___ DATA TO USE

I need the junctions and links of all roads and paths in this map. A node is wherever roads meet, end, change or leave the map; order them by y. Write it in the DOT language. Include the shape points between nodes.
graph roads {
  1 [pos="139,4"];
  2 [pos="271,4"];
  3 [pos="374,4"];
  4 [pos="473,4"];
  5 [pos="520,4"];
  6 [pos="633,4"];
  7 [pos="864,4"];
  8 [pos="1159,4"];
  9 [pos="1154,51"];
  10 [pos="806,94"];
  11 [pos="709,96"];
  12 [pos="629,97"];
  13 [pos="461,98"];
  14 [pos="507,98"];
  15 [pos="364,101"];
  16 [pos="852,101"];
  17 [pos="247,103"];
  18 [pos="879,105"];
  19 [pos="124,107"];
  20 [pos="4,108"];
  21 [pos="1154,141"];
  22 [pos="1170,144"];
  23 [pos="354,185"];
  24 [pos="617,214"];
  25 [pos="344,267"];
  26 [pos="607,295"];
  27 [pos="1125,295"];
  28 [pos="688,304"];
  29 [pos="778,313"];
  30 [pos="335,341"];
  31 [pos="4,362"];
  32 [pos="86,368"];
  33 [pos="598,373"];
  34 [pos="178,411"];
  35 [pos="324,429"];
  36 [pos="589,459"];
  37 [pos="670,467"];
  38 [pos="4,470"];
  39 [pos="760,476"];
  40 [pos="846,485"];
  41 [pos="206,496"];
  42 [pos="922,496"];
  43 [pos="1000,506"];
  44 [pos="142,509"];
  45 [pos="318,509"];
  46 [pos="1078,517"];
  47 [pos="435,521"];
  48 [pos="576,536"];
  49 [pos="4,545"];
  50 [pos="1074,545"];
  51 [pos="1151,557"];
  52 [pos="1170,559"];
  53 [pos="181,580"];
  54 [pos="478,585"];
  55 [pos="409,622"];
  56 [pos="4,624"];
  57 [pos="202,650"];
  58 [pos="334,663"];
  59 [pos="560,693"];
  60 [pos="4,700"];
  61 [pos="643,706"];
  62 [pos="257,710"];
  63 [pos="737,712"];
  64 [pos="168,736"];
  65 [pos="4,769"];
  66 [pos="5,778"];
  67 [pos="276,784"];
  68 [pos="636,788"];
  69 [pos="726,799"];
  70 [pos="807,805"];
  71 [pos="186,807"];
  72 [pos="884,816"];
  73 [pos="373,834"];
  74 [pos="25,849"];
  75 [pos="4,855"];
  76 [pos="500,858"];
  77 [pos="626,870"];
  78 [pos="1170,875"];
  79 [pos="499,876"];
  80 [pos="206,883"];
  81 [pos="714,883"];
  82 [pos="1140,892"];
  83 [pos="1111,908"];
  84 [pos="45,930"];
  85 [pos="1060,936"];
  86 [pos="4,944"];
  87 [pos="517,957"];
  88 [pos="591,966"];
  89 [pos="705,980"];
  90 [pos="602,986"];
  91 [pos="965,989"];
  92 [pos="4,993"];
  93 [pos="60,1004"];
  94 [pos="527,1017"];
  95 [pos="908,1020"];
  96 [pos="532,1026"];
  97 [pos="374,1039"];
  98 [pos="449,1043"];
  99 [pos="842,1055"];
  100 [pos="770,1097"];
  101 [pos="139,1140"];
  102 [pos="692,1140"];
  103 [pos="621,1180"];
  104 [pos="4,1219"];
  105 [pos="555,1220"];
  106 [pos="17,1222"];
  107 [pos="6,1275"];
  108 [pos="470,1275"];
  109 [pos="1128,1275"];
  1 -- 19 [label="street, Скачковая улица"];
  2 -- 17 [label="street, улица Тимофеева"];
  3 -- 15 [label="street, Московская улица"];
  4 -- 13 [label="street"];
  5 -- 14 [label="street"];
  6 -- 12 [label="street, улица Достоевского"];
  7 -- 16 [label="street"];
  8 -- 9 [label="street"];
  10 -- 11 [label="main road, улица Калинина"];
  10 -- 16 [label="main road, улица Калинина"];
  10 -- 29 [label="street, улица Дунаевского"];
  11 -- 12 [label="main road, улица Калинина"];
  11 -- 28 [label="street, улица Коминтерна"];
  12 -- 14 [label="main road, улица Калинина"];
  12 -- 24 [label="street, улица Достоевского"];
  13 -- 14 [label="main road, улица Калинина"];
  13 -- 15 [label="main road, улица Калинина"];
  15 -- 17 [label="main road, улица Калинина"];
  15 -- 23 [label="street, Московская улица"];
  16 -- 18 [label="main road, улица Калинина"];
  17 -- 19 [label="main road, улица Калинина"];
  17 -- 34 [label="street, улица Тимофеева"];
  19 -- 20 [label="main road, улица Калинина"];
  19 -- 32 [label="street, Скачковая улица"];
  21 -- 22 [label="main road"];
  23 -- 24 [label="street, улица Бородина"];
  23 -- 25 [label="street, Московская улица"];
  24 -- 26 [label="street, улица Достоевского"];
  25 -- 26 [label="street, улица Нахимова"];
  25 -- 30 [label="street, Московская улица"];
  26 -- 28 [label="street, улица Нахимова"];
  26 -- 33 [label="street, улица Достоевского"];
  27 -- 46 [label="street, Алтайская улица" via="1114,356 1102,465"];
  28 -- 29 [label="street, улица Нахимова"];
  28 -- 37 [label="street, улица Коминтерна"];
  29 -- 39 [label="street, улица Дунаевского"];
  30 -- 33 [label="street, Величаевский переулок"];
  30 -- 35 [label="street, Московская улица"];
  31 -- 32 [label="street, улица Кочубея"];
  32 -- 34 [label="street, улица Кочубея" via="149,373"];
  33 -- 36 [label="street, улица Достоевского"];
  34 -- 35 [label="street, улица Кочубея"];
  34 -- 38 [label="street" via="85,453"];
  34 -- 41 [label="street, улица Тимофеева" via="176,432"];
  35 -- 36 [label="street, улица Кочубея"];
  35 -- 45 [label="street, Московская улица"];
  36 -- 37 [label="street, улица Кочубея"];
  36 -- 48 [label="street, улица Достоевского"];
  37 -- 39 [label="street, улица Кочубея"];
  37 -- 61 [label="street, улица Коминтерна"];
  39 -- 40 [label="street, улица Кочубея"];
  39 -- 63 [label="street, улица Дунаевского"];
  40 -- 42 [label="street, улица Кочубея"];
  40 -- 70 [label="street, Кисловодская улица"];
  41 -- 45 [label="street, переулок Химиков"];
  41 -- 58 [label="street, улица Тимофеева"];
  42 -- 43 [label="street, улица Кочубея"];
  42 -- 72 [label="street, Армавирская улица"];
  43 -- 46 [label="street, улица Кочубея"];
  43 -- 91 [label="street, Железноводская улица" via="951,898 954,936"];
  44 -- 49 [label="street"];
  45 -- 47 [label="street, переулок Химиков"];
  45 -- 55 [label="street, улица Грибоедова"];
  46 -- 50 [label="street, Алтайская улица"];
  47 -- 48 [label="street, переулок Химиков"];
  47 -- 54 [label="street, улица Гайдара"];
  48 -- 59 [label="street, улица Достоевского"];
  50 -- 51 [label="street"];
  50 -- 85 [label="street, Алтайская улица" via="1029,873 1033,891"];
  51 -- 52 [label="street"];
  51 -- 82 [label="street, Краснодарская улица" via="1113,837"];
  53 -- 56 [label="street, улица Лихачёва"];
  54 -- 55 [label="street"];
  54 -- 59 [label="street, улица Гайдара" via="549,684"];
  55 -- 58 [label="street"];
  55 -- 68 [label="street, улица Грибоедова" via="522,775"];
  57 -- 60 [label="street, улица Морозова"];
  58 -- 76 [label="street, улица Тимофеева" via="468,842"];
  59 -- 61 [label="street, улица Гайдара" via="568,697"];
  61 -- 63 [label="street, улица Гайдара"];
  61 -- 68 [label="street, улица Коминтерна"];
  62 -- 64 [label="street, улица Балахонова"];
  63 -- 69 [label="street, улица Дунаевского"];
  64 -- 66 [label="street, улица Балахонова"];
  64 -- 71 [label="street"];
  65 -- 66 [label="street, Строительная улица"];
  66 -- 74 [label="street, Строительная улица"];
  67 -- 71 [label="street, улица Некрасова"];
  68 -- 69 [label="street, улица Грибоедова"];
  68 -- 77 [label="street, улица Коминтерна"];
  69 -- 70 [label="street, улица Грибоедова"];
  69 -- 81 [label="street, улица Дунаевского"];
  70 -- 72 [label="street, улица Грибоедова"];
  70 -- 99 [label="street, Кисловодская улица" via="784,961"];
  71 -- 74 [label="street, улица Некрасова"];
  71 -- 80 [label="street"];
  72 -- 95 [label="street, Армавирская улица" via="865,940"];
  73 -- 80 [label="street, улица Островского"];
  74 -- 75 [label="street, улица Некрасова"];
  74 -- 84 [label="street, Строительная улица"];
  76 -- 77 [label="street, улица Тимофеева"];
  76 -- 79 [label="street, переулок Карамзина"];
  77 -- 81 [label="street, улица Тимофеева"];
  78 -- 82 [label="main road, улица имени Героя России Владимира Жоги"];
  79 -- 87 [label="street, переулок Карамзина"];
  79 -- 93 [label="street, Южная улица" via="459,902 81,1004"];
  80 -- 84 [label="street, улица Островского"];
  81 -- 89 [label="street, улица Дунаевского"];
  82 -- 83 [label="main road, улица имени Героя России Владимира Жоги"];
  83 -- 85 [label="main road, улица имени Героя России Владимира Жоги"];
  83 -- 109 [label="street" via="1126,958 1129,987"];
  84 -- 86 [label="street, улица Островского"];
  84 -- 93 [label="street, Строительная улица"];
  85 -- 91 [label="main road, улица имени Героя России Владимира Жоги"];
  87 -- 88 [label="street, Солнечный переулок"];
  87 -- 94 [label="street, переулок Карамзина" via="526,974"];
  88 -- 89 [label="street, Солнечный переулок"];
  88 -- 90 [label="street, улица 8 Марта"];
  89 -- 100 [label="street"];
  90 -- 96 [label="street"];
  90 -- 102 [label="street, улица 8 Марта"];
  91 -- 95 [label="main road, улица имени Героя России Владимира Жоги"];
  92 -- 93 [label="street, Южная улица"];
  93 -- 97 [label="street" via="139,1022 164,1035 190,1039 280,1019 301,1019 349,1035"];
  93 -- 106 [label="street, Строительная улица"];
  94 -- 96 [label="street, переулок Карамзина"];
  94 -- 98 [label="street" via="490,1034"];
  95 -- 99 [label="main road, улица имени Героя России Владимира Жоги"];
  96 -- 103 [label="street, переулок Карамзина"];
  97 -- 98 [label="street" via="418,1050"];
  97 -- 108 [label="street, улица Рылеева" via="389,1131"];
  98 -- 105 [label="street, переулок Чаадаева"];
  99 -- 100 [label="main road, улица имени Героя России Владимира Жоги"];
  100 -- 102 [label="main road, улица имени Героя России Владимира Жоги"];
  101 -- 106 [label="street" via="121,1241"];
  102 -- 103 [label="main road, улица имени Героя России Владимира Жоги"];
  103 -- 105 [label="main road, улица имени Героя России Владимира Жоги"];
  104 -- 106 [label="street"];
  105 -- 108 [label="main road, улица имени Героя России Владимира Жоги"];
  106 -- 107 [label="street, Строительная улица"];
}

______

WHAT YOU HAVE TO DO
Scan the entries above and show each line that contains the word "Тимофеева".

EXERCISE SOLUTION
  2 -- 17 [label="street, улица Тимофеева"];
  17 -- 34 [label="street, улица Тимофеева"];
  34 -- 41 [label="street, улица Тимофеева" via="176,432"];
  41 -- 58 [label="street, улица Тимофеева"];
  58 -- 76 [label="street, улица Тимофеева" via="468,842"];
  76 -- 77 [label="street, улица Тимофеева"];
  77 -- 81 [label="street, улица Тимофеева"];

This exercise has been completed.